Family & Friends Lending Feuds & Regrets Common

LendingTree: Lending Between Family and Friends 2019

More than 60% of Americans have borrowed money from or lent money to friends and family in the last five years, according to LendingTree’s recent survey of over 1,000 Americans.   With 35% of those who have lent money nearly a third of borrowers and lenders reported negative consequences resulting from the loan, ranging from hurt feelings (14%) and resentment (10%) to irreparable harm to the relationship (4%).

Key Findings

  • 44% have borrowed money from a family member or friend in the last 5 years. Parents (43%), siblings (19%) and friends (19%) were the most common lenders among respondents.
  • 51% have loaned money to a family member or friend in the last 5 years. Siblings (27%), friends (26%) and parents (17%) were the most common borrowers among respondents.
  • 24% of family/friend lenders regret their decision to lend money in the first place.
    • More than one third have not been repaid
  • Nearly a third of borrowers and lenders reported negative consequences resulting from the loan:
    • Hurt Feelings: 14%
    • Resentment: 10%
    • Decreased Contact: 10%
    • Verbal Arguments: 8%
    • Uncomfortable Family Gatherings: 6%
    • Irreparable Harm to Relationship: 4%
  • More than 1 in 5 borrowers (22%) have not yet paid back their family member or friend. The costs of not paying back their loan could be adding up, as 11% said they were charged interest.
  • 65% of borrowers felt guilty about asking their family member or friend for a loan. Despite the guilt, 67% said they wouldn’t hesitate about asking for another loan.

Americans are more willing to lend and borrow from family than friends

A quarter of survey respondents said they would not give their friend a loan, while only 17% said the same for family members.
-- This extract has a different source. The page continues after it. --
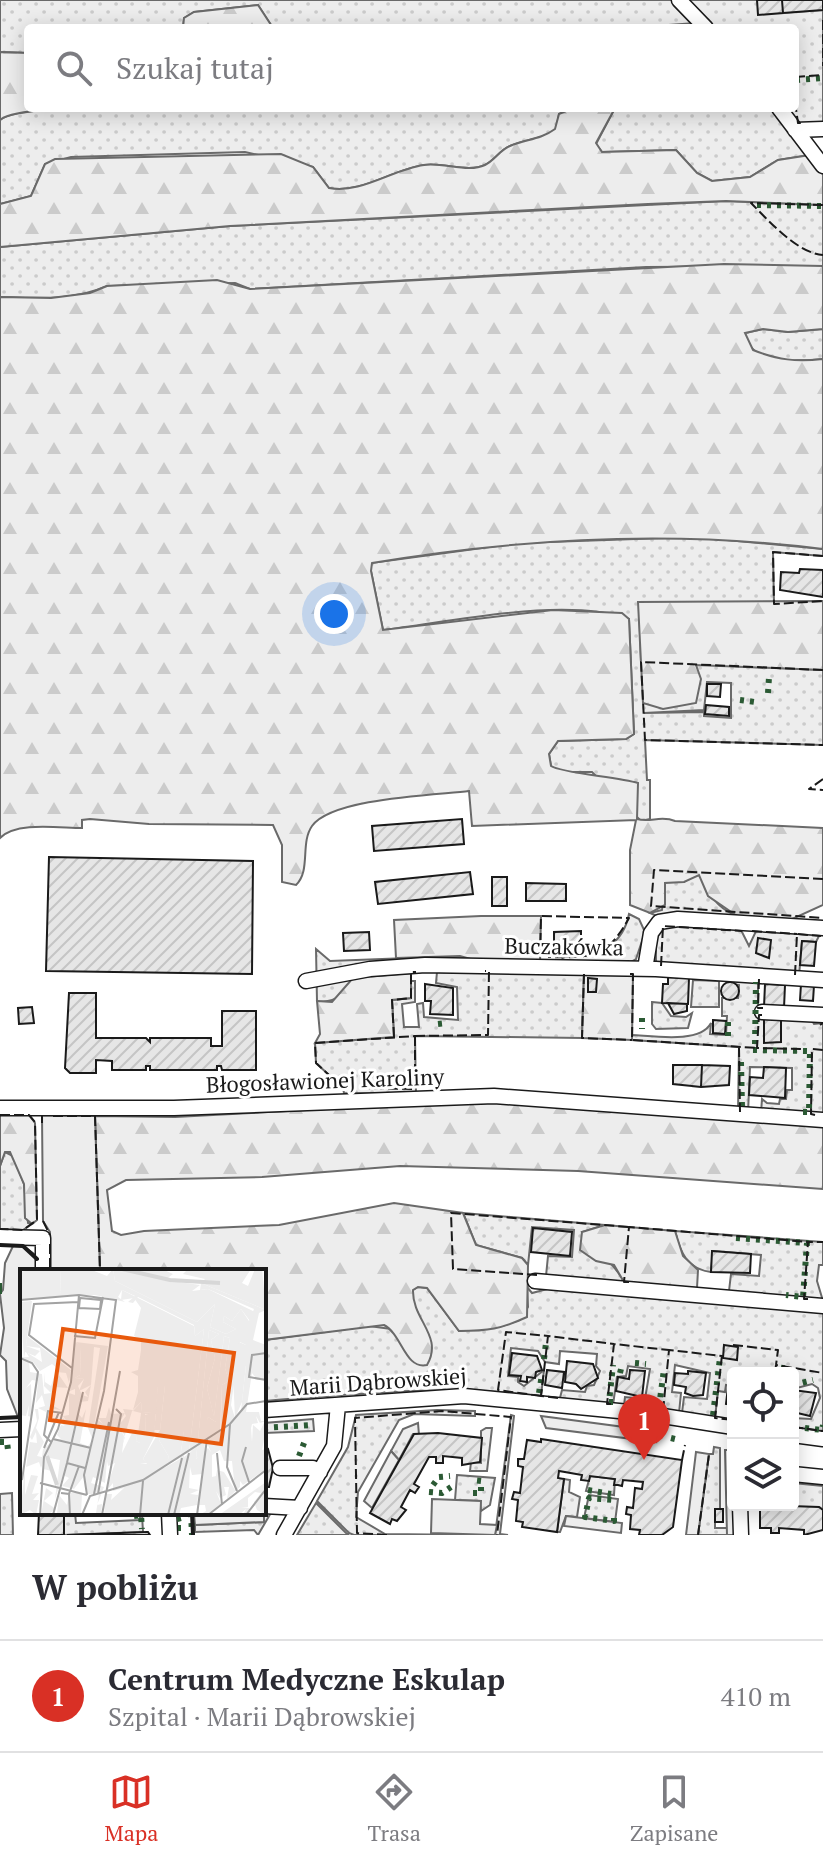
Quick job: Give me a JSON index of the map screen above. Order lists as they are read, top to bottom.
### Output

When it comes to borrowing, the amount someone is willing to borrow increases when borrowing from a family member. For amounts more than $20,000 they were more likely to request help from a family member than a friend.

Similarly, survey respondents were also more likely to lend larger amounts of money to family members. Respondents were twice as likely to be willing to lend an amount over $20,000 to a family member than to a friend.

It is worth nothing that millennials are the most likely generation to borrow money from and lend money to loved ones. Overall, 64% of millennials have lent money to friends/family in the past 5 years, and 59% have borrowed money from friends/family in the same time frame. Additionally, only 15% of millennials would not consider lending money to a friend, compared to 21% of Gen Xers and 38% of Baby Boomers who would not consider lending to a friend.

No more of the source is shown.